● **Assigned task**:
Every record below must be retyped exactly, with the pictures left out.

[Collected data entries]
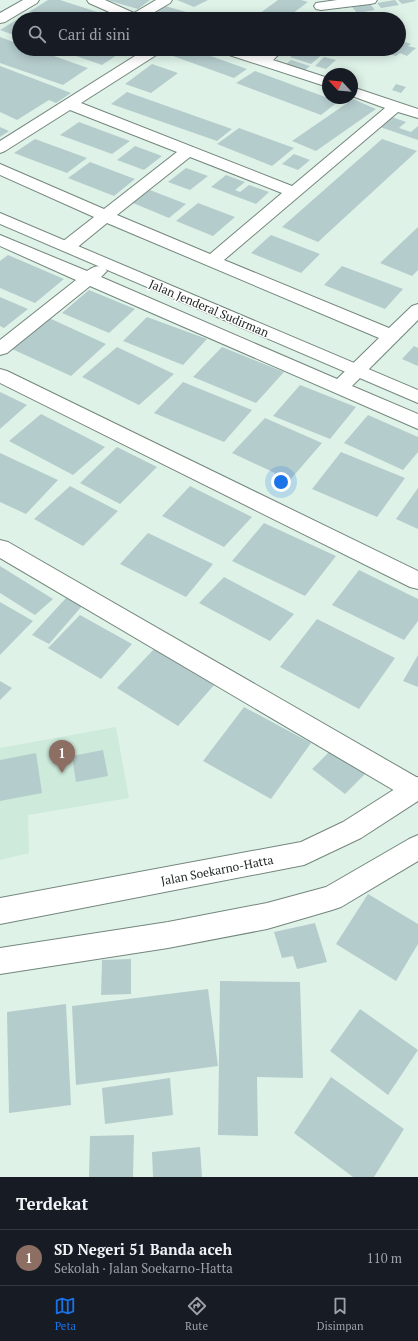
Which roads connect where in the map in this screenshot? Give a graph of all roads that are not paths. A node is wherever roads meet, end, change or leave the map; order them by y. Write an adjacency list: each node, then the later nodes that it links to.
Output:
1 (32, 0): 8 (main road)
2 (94, 0): 6 (main road)
3 (165, 0): 7 (main road)
4 (370, 0): 5 (main road)
5 (319, 7)
6 (121, 12)
7 (147, 12)
8 (0, 19)
9 (145, 56): 15 (main road)
10 (247, 56): 12 (main road)
11 (269, 56): 12 (main road)
12 (263, 61): 13 (main road)
13 (322, 81)
14 (358, 93): 16 (main road)
15 (69, 104): 17 (main road); 18 (main road)
16 (410, 108): 20 (main road)
17 (0, 148)
18 (188, 151): 20 (main road); 21 (main road)
19 (0, 170): 21 (main road)
20 (293, 192): 25 (main road)
21 (105, 216): 24 (main road); 25 (main road)
22 (0, 218): 24 (main road, Jalan Jenderal Sudirman)
23 (0, 240): 27 (main road)
24 (68, 246): 26 (main road, Jalan Jenderal Sudirman)
25 (212, 260): 29 (main road)
26 (107, 264): 27 (main road); 31 (main road, Jalan Jenderal Sudirman)
27 (89, 278): 30 (main road); 33 (main road)
28 (418, 310): 29 (main road)
29 (391, 336): 31 (main road)
30 (0, 349)
31 (356, 371): 33 (main road); 34 (main road, Jalan Jenderal Sudirman)
32 (0, 374): 37 (main road)
33 (339, 388): 35 (main road)
34 (418, 397)
35 (418, 422)
36 (0, 548): 38 (main road)
37 (418, 581)
38 (417, 789): 40 (main road, Jalan Soekarno-Hatta)
39 (418, 847): 41 (main road)
40 (0, 911)
41 (0, 961)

● **Your response**:
Which roads connect where in the map in this screenshot? Give a graph of all roads that are not paths. A node is wherever roads meet, end, change or leave the map; order them by y. Write an adjacency list: each node, then the later nodes that it links to.
Output:
1 (32, 0): 8 (main road)
2 (94, 0): 6 (main road)
3 (165, 0): 7 (main road)
4 (370, 0): 5 (main road)
5 (319, 7)
6 (121, 12)
7 (147, 12)
8 (0, 19)
9 (145, 56): 15 (main road)
10 (247, 56): 12 (main road)
11 (269, 56): 12 (main road)
12 (263, 61): 13 (main road)
13 (322, 81)
14 (358, 93): 16 (main road)
15 (69, 104): 17 (main road); 18 (main road)
16 (410, 108): 20 (main road)
17 (0, 148)
18 (188, 151): 20 (main road); 21 (main road)
19 (0, 170): 21 (main road)
20 (293, 192): 25 (main road)
21 (105, 216): 24 (main road); 25 (main road)
22 (0, 218): 24 (main road, Jalan Jenderal Sudirman)
23 (0, 240): 27 (main road)
24 (68, 246): 26 (main road, Jalan Jenderal Sudirman)
25 (212, 260): 29 (main road)
26 (107, 264): 27 (main road); 31 (main road, Jalan Jenderal Sudirman)
27 (89, 278): 30 (main road); 33 (main road)
28 (418, 310): 29 (main road)
29 (391, 336): 31 (main road)
30 (0, 349)
31 (356, 371): 33 (main road); 34 (main road, Jalan Jenderal Sudirman)
32 (0, 374): 37 (main road)
33 (339, 388): 35 (main road)
34 (418, 397)
35 (418, 422)
36 (0, 548): 38 (main road)
37 (418, 581)
38 (417, 789): 40 (main road, Jalan Soekarno-Hatta)
39 (418, 847): 41 (main road)
40 (0, 911)
41 (0, 961)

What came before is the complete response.